Día 26 – María Magdalena: testigo del Resucitado

Introducción

María Magdalena es una de las mujeres más destacadas del Nuevo Testamento. Liberada por Jesús de siete demonios (Lc 8,2), se convirtió en discípula fiel, siguiéndolo hasta el Calvario y siendo la primera en anunciar que el Señor había resucitado. “María Magdalena fue y anunció a los discípulos: ‘¡He visto al Señor!’” (Jn 20,18).

¿Qué nos dice la Sagrada Escritura?

María Magdalena provenía de Magdala, en Galilea. Los evangelios la presentan como una mujer curada por Jesús y que, desde entonces, formó parte del grupo que lo acompañaba, sirviendo con sus bienes (Lc 8,1-3). Estuvo presente en la crucifixión, permaneciendo al pie de la cruz cuando muchos discípulos huyeron. En la mañana del primer día de la semana, fue al sepulcro, encontró la piedra removida y corrió a avisar a los apóstoles. Más tarde, en el jardín, lloraba desconsolada hasta que Jesús resucitado la llamó por su nombre: “¡María!” (Jn 20,16). Ella lo reconoció y recibió la misión de anunciar la Resurrección a los discípulos, por lo cual ha sido llamada “apóstol de los apóstoles”.

¿Qué lecciones podemos sacar?

a) Cristológicas

En María Magdalena se revela la fuerza del encuentro con Cristo Salvador. Su liberación de los demonios anticipa la victoria pascual de Jesús sobre el pecado y la muerte. En ella se cumple lo que Cristo ha venido a realizar: sanar, restaurar y abrir un camino nuevo de vida. Su testimonio pascual nos muestra a Jesús como el Señor de la vida, el que llama a cada uno por su nombre y nos confía la misión de anunciar su victoria.

b) Moral-espiritual

María Magdalena es modelo de amor perseverante y de fe que no se rinde ante la oscuridad. Nos enseña que, aunque experimentemos noches de llanto y vacío, Jesús se acerca y pronuncia nuestro nombre. Su ejemplo nos invita a no abandonar la oración ni el seguimiento de Cristo, incluso cuando parece ausente, y a vivir una relación personal y confiada con Él. El corazón que ama con fidelidad termina encontrando la alegría del Resucitado.

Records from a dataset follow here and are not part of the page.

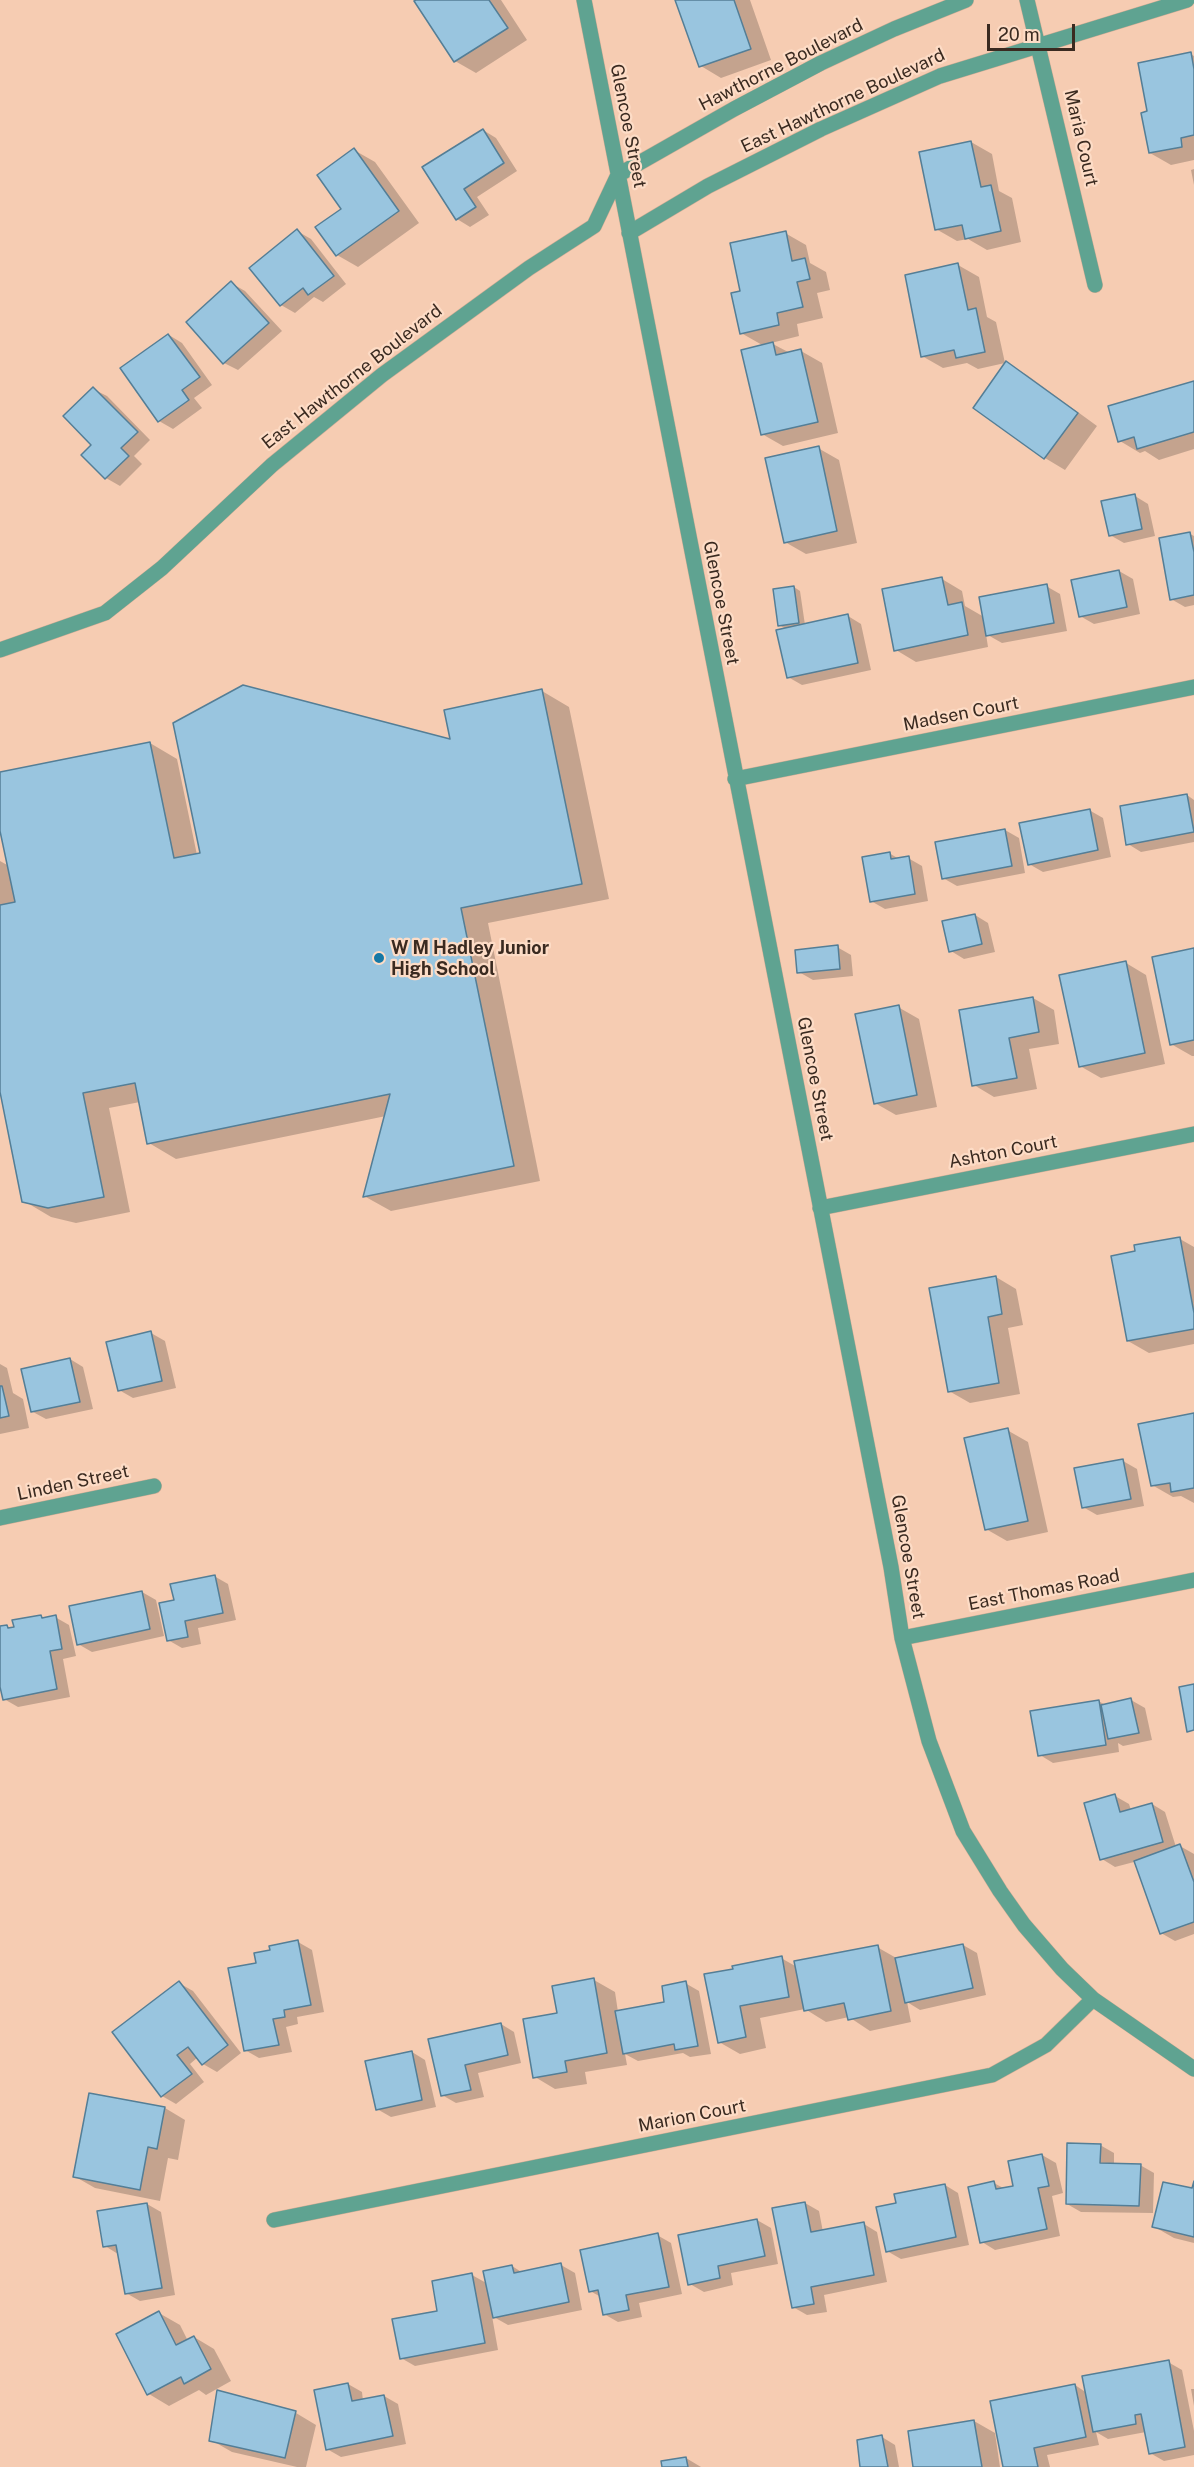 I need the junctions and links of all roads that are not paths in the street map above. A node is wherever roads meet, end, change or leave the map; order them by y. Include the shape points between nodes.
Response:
1 (584, 0) edge
2 (966, 0) edge
3 (1027, 0) edge
4 (1187, 0) edge
5 (1039, 44) junction
6 (618, 174) junction
7 (629, 233) junction
8 (1095, 285) dead end
9 (0, 650) edge
10 (1194, 687) edge
11 (735, 779) junction
12 (1194, 1134) edge
13 (820, 1208) junction
14 (154, 1486) dead end
15 (0, 1518) edge
16 (1194, 1580) edge
17 (902, 1638) junction
18 (1093, 1999) junction
19 (1194, 2068) edge
20 (274, 2220) dead end

1 - 6 street, Glencoe Street
2 - 6 street, Hawthorne Boulevard via 821,63
3 - 5 street, Maria Court
4 - 5 street, East Hawthorne Boulevard
5 - 7 street, East Hawthorne Boulevard via 940,76 820,129 708,186
5 - 8 street, Maria Court
6 - 7 street, Glencoe Street
6 - 9 street, East Hawthorne Boulevard via 594,226 381,375 272,465 162,568 105,613
7 - 11 street, Glencoe Street
10 - 11 street, Madsen Court
11 - 13 street, Glencoe Street
12 - 13 street, Ashton Court
13 - 17 street, Glencoe Street
14 - 15 street, Linden Street
16 - 17 street, East Thomas Road
17 - 18 street, Glencoe Street via 929,1741 963,1831 1024,1925
18 - 19 street, Glencoe Street
18 - 20 street, Marion Court via 1046,2045 992,2075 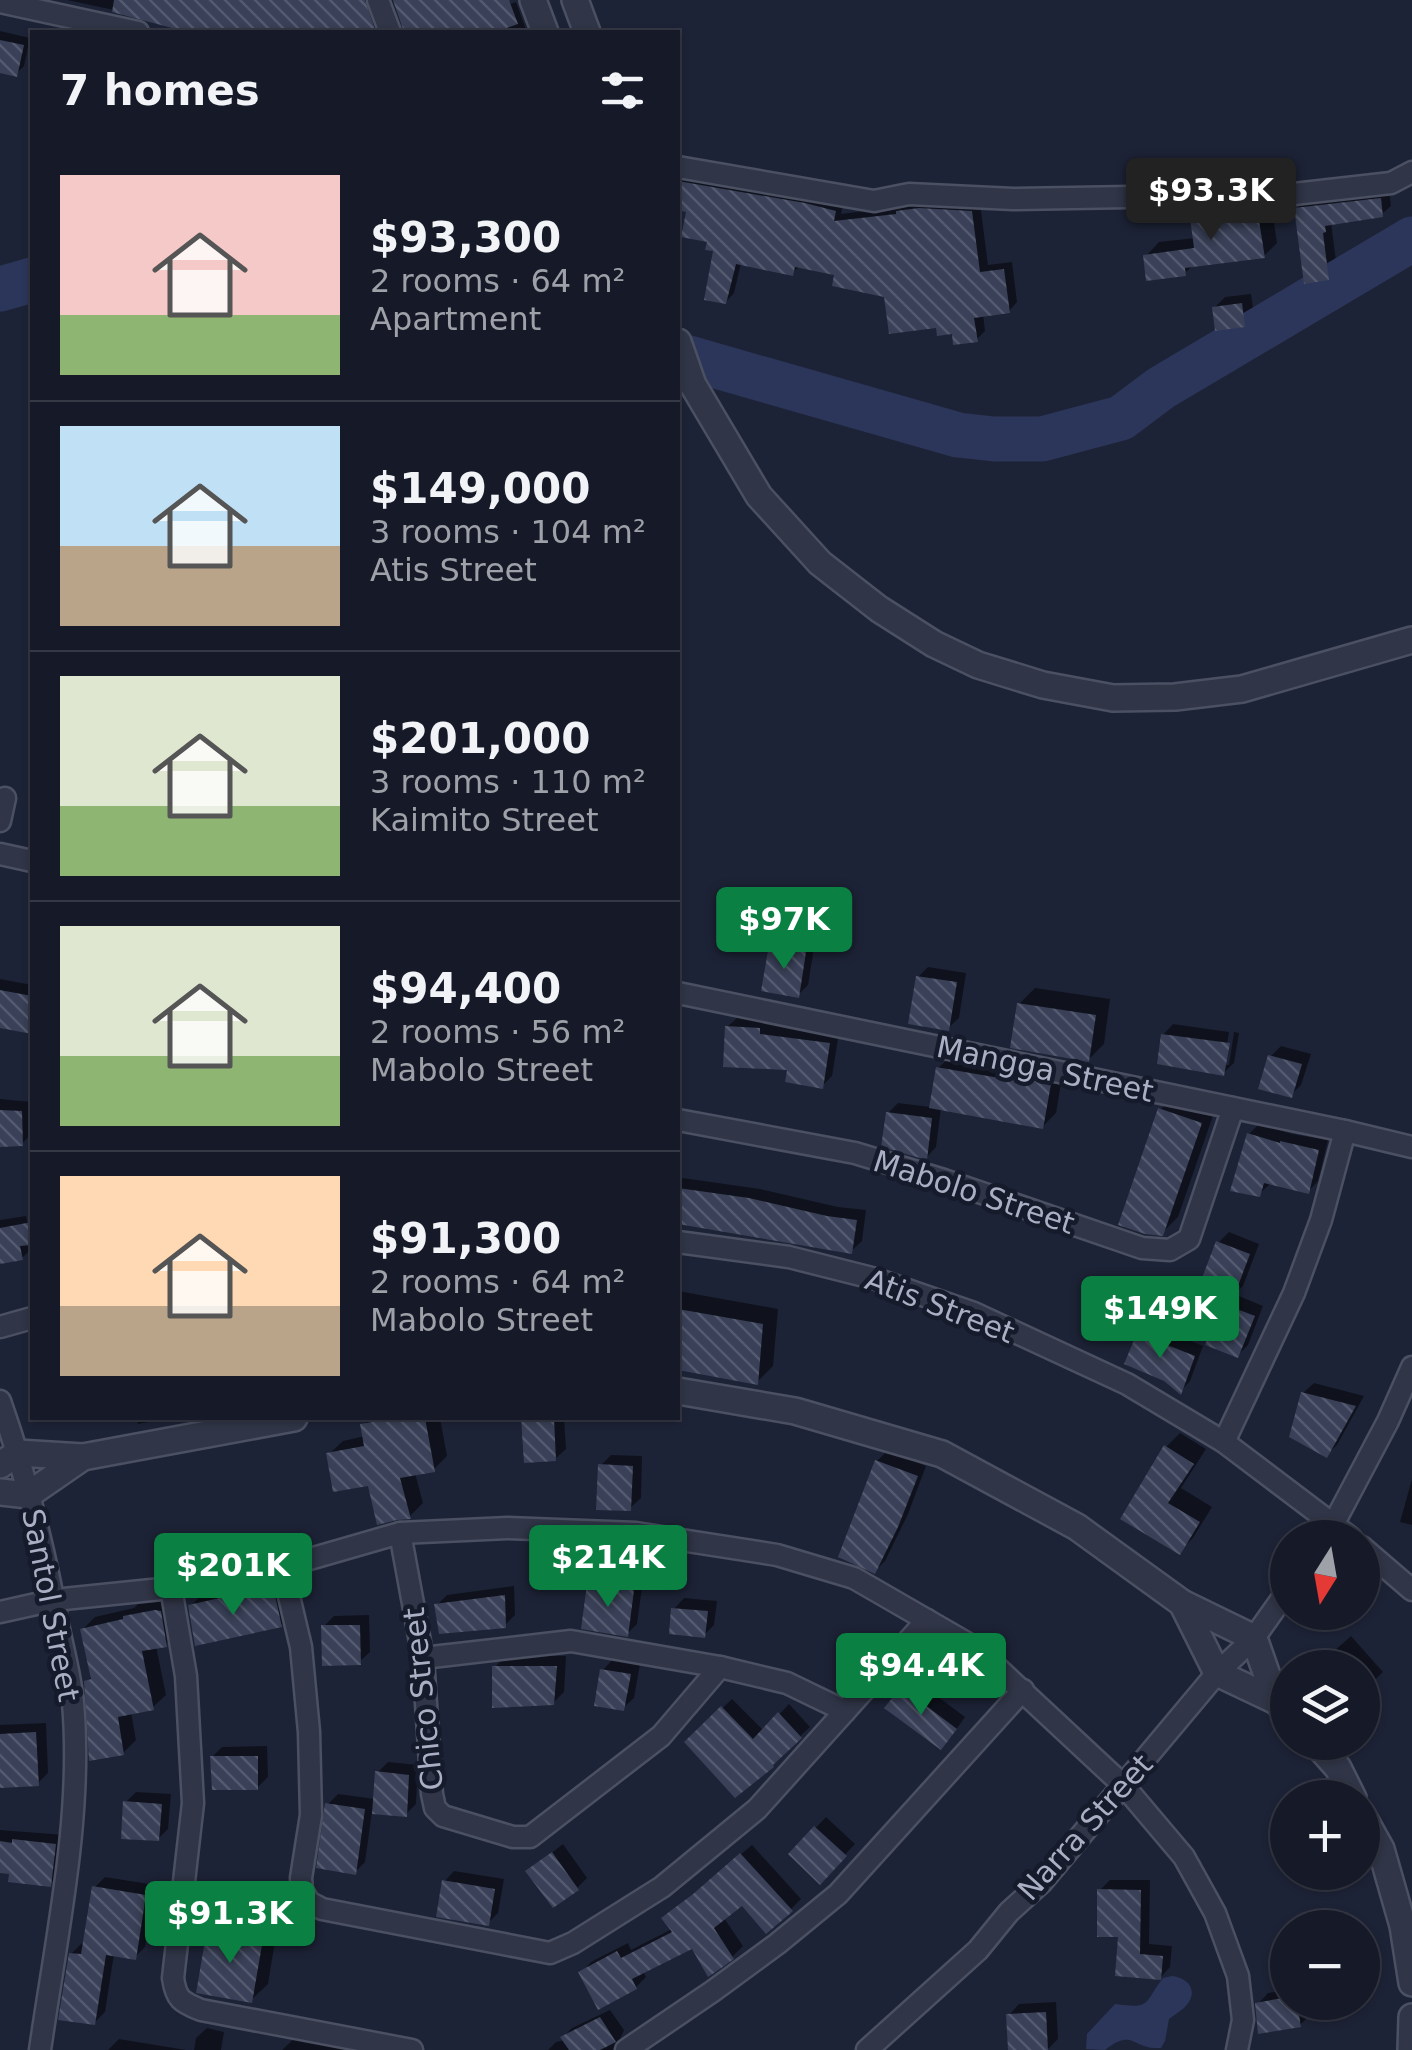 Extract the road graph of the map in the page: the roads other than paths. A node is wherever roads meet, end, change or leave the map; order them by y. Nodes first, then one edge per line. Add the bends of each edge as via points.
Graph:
1 (378, 0) edge
2 (533, 0) edge
3 (575, 0) edge
4 (0, 2) edge
5 (71, 9) edge
6 (132, 30) edge
7 (389, 30) edge
8 (545, 30) edge
9 (586, 30) edge
10 (680, 168) edge
11 (1412, 172) edge
12 (680, 348) edge
13 (1412, 640) edge
14 (5, 798) dead end
15 (0, 821) edge
16 (0, 854) edge
17 (30, 861) edge
18 (680, 993) edge
19 (1233, 1108) junction
20 (680, 1120) edge
21 (1344, 1131) junction
22 (1412, 1147) edge
23 (680, 1242) edge
24 (30, 1318) edge
25 (0, 1326) edge
26 (1412, 1367) edge
27 (680, 1390) edge
28 (0, 1402) edge
29 (283, 1420) edge
30 (1224, 1442) junction
31 (82, 1457) junction
32 (9, 1459) edge
33 (0, 1492) edge
34 (28, 1494) junction
35 (1317, 1520) edge
36 (1334, 1520) edge
37 (400, 1534) junction
38 (1380, 1562) edge
39 (282, 1567) junction
40 (171, 1588) junction
41 (1412, 1590) edge
42 (54, 1600) junction
43 (1182, 1603) junction
44 (0, 1612) edge
45 (1270, 1615) edge
46 (926, 1620) junction
47 (1254, 1638) junction
48 (423, 1658) junction
49 (720, 1667) junction
50 (1217, 1673) junction
51 (1270, 1677) edge
52 (1022, 1690) junction
53 (1270, 1701) edge
54 (844, 1711) junction
55 (1124, 1786) junction
56 (1380, 1850) edge
57 (1412, 1983) edge
58 (1412, 2017) edge
59 (40, 2050) edge
60 (412, 2050) edge
61 (626, 2050) edge
62 (867, 2050) edge
63 (1237, 2050) edge
64 (1411, 2050) edge

1 - 7 street
2 - 8 street
3 - 9 street
4 - 5 street
5 - 6 street
10 - 11 street via 874,201 909,194 1294,194 1391,183
12 - 13 street via 693,386 759,496 820,563 879,610 978,665 1113,698 1175,697 1242,689
14 - 15 street
16 - 17 street
18 - 19 street, Mangga Street
19 - 20 street, Mabolo Street via 1189,1238 1170,1250 1142,1248 855,1153
19 - 21 street, Mangga Street
21 - 22 street, Mangga Street
21 - 30 street via 1294,1293
23 - 30 street, Atis Street via 788,1257 974,1314 1127,1384
24 - 25 street
26 - 36 street
27 - 43 street via 795,1411 942,1454 1077,1527
28 - 32 street, Santol Street
29 - 31 street
30 - 35 street, Atis Street
31 - 32 street
31 - 34 street
32 - 34 street, Santol Street
33 - 34 street
34 - 42 street, Santol Street
37 - 39 street
37 - 46 street via 508,1528 636,1533 777,1556 854,1578
37 - 48 street, Chico Street
38 - 41 street
39 - 40 street
39 - 54 street via 301,1647 309,1732 311,1815 302,1890 322,1909 550,1953 662,1886 756,1809
40 - 42 street
40 - 60 street via 186,1676 194,1803 172,1978 176,1995 201,2010
42 - 44 street
42 - 59 street, Santol Street via 73,1703 74,1784
43 - 47 street
43 - 50 street
45 - 47 street, Narra Street
46 - 52 street via 976,1649
46 - 54 street
47 - 50 street, Narra Street
47 - 51 street
48 - 49 street via 571,1640
48 - 49 street, Chico Street via 435,1808 442,1816 513,1837 530,1836 661,1736
49 - 54 street via 787,1683
50 - 53 street
50 - 55 street, Narra Street
52 - 55 street
52 - 61 street via 838,1894
55 - 62 street, Narra Street via 978,1950
55 - 63 street via 1184,1856 1216,1913 1238,1976 1243,2020
56 - 57 street
58 - 64 street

“El Evangelio de Juan narra de su encuentro con Jesús resucitado en una manera que nos hace reflexionar. Varias veces se repite que María se dio vuelta. ¡El Evangelista escoge bien las palabras! En lágrimas, María mira primero dentro el sepulcro, luego se voltea: el Resucitado no está en la parte de la muerte, sino en la parte de la vida. Puede ser intercambiado con una de las personas que encontramos cada día. Después, cuando escucha pronunciar su nombre, el Evangelio dice que nuevamente María se dio vuelta. Es así que crece su esperanza: ahora mira el sepulcro, pero no más como antes. Puede secar sus lágrimas, porque ha escuchado su nombre: solo su Maestro lo pronuncia así. Pareciera que el viejo mundo todavía estuviese, pero ya no está. Cuando sentimos que el Espíritu Santo actúa en nuestro corazón y sentimos que el Señor nos llama por nuestro nombre, sabemos distinguir la voz del Maestro.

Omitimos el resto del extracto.